▸ **WHAT NEEDS TO BE DONE**:
Check every line of the entries that follow, and copy the ones containing "hand".
SOURCE DATA: Begin
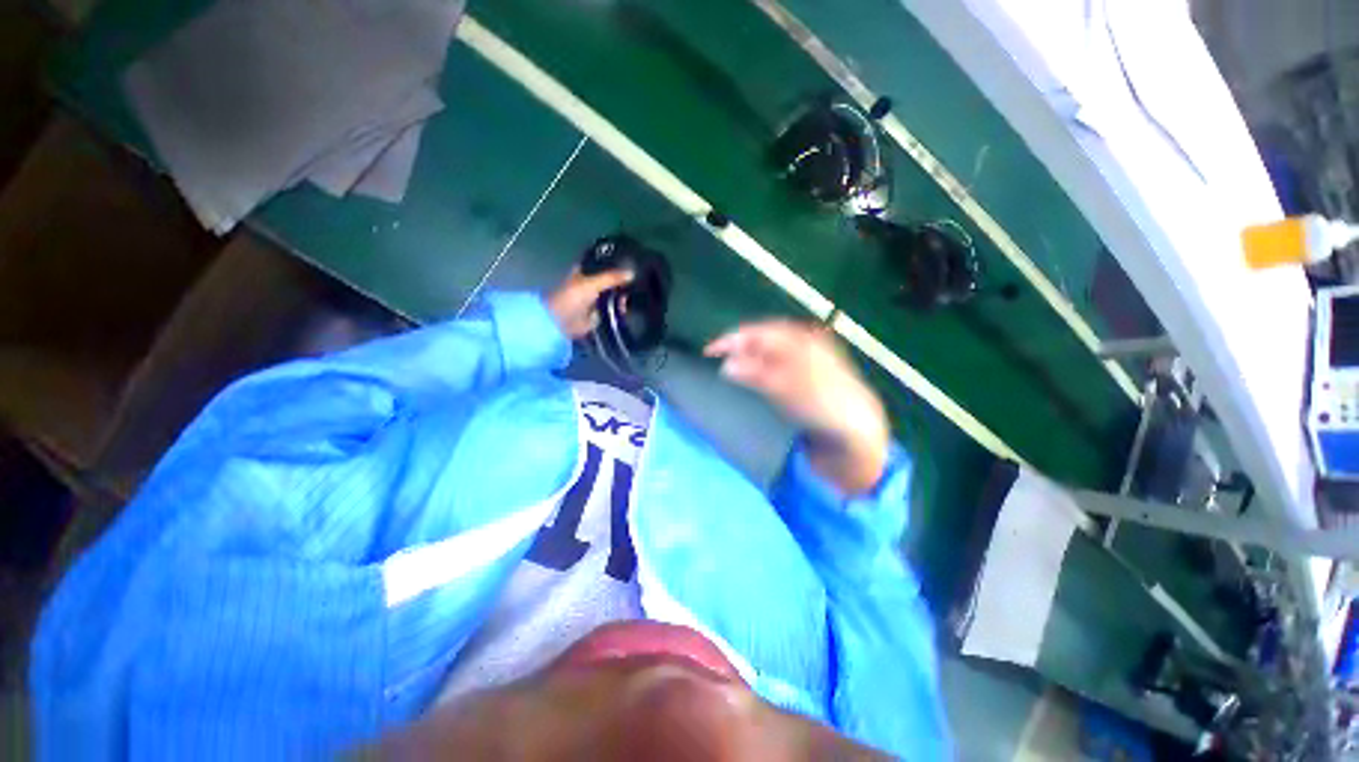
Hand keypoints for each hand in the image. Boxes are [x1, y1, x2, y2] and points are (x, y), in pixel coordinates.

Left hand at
SOURCE DATA: End
SOURCE DATA: Begin
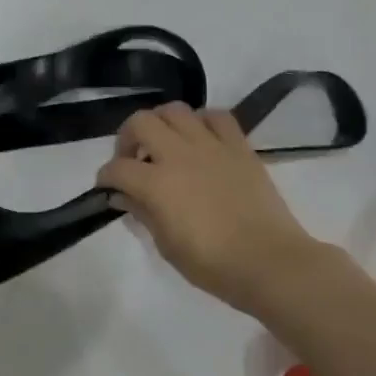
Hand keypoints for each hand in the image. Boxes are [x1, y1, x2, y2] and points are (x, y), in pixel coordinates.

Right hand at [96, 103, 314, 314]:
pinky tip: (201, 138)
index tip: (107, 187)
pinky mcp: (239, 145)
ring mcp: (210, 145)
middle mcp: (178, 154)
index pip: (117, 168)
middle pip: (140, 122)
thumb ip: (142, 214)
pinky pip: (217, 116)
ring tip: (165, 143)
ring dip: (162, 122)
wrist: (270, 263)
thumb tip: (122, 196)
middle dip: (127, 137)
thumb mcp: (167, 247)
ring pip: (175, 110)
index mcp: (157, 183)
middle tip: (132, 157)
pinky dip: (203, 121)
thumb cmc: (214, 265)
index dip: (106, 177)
SOURCE DATA: End
SOURCE DATA: Begin
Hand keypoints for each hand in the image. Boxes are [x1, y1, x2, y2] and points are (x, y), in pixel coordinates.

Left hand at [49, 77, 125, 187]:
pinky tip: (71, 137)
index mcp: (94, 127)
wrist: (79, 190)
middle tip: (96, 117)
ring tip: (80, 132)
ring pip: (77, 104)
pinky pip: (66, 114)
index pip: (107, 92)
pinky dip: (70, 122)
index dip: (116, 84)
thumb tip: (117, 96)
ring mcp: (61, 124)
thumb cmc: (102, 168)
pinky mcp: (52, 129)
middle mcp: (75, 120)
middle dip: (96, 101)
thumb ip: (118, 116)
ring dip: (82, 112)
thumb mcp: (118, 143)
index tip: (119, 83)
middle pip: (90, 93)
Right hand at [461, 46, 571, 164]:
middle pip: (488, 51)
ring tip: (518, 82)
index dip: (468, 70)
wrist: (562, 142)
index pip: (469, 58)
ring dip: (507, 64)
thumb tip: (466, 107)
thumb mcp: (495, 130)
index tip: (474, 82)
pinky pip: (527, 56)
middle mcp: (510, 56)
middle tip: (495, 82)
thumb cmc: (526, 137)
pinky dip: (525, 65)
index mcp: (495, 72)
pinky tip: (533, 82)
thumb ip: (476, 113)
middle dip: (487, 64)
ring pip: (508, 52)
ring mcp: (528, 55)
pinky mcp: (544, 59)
SOURCE DATA: End
▸ **WRITTEN ANSWER**:
Hand keypoints for each hand in the image. Boxes are [x1, y1, x2, y2] and points are (x, y), in pixel coordinates.
Left hand at
Hand keypoints for each hand in the image. Boxes are [x1, y1, x2, y2] and points are (x, y), in pixel coordinates.
Right hand at [96, 103, 314, 314]:
Hand keypoints for each hand in the image. Boxes are [x1, y1, x2, y2] and points are (x, y), in pixel coordinates.
Left hand at [49, 77, 125, 187]:
Right hand at [461, 46, 571, 164]:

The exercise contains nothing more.